Last year. In Newfoundland. It tasted like a rock.
6 - How easy has it been for you to move between genres (poetry to fiction)? What do you see as the appeal?
I wouldn’t say it’s been easy, but it has felt necessary. I’m drawn to both genres, and take pleasure in the similarities as well as the differences. There are poets and novelists (although mostly poets, I think) who contend you can’t do both, at least not with success and/or integrity. To me, though, writing in two genres feels like exercising the same muscle but in different ways. My hope is that one strengthens the other.
7 - What is the best piece of advice you've heard (not necessarily given to you directly)?
It was threefold: read, read, read.
8 - What kind of writing routine do you tend to keep, or do you even have one? How does a typical day (for you) begin?
I write first thing in the morning. Ideally I don’t check email until I’ve put in four or five hours. The business end of things I deal with in the afternoons. I don’t take a weekend, not because I’m disciplined, but because I’m miserable without the time to write.
Black coffee is essential.
9 - What made you write, as opposed to doing something else?

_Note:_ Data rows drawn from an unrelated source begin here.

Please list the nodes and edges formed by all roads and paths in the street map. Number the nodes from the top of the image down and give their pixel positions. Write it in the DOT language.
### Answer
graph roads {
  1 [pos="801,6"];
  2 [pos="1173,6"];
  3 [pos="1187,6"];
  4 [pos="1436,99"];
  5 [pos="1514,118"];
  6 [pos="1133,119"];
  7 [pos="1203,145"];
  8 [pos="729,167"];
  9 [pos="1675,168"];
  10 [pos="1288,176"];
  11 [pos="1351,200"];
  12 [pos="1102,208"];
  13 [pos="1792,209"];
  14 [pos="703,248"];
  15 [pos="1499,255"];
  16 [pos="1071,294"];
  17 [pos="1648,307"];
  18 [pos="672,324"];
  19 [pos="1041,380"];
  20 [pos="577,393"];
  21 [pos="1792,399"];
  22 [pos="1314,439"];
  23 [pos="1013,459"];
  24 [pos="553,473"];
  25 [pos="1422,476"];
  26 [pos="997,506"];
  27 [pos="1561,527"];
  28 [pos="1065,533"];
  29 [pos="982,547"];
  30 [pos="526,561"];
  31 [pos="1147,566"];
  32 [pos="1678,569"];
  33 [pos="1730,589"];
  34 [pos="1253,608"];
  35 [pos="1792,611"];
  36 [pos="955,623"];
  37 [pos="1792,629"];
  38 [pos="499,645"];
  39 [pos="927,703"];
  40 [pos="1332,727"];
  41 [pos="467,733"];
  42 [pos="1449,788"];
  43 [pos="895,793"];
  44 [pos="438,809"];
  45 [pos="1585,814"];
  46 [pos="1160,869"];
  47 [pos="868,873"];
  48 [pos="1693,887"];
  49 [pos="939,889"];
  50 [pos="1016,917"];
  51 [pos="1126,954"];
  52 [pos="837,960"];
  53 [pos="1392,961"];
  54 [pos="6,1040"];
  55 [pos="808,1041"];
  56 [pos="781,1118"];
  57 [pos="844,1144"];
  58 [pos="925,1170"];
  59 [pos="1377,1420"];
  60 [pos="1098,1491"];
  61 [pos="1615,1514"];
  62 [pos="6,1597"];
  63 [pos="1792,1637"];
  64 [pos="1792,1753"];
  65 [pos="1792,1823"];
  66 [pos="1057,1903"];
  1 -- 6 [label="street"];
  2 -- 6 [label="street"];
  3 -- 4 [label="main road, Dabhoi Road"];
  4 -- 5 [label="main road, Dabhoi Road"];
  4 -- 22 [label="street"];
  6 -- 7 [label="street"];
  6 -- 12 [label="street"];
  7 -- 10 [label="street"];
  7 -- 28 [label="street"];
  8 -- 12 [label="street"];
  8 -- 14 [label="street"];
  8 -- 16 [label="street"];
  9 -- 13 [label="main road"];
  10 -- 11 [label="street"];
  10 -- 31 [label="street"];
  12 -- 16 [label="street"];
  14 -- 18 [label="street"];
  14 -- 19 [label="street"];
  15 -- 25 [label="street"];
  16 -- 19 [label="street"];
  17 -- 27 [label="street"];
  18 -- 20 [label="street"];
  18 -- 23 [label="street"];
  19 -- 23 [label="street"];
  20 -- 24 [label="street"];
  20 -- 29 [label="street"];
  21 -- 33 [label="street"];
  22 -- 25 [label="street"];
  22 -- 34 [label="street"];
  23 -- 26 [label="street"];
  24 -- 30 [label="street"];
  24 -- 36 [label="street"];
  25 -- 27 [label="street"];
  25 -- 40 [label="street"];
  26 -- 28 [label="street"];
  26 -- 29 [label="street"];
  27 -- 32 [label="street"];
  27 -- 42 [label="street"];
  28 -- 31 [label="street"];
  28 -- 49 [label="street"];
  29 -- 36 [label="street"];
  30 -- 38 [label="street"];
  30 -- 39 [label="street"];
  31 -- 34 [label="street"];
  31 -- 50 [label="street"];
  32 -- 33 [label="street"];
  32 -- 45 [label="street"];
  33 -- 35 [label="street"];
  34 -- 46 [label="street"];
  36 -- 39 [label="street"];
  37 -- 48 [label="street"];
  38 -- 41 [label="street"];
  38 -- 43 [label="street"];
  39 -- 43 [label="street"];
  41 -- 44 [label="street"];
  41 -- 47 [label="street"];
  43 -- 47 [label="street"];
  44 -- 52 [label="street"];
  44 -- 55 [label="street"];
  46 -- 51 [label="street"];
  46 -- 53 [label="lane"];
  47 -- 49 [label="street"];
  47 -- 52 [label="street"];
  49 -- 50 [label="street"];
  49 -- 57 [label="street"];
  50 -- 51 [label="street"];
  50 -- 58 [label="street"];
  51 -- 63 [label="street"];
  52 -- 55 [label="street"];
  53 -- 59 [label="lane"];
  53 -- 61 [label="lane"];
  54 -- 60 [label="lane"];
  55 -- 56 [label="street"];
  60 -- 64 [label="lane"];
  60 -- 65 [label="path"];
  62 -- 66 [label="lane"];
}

I stumbled into it. Took a creative writing elective in the final year of my undergraduate degree. Published a couple poems in The New Quarterly (thrilling!). Got a small grant from the OAC. Travelled to St. Peter’s Abbey to attend the Sage Hill Poetry Colloquium with Tim Lilburn. Stayed on at St. Pete’s for several months, writing. Got another small grant. Published more poems, and then a book. Etc. I keep waiting for the day when I have to get a day-job, but so far so good.
10 - How does your most recent book compare to your previous work? How does it feel different?
It’s better!
Seriously, though. I wrote Question & Answer as a brand new poet with almost no training and with no background in literature whatsoever. I felt my way through it—it was an intuitive, visceral enterprise. The Dream World has not only more life experience but also more poetic training behind it. It’s a tighter book, better edited. I’m very happy with it.
11 – What do you think you would have ended up doing had you not been a writer?
I was thinking of being a therapist. The world is a better place for this not having had happened.
12 - What are you currently working on?
I’m working on two things, both big departures for me. The first is a novel set in Prague around the time of the Munich Agreement, in the autumn of 1938. It focuses on the “Kindertransports” that sent Jewish children out of Europe just before the war. My own grandparents came to Canada around that time as well, renounced their Judaism and raised my father and uncle Christian. The second book I’m working on is a book of non-fiction exploring my family’s relationship to religion post-Holocaust, my own accidental discover of my family’s secret in my early teens, and my subsequent exploration of religious and cultural identity.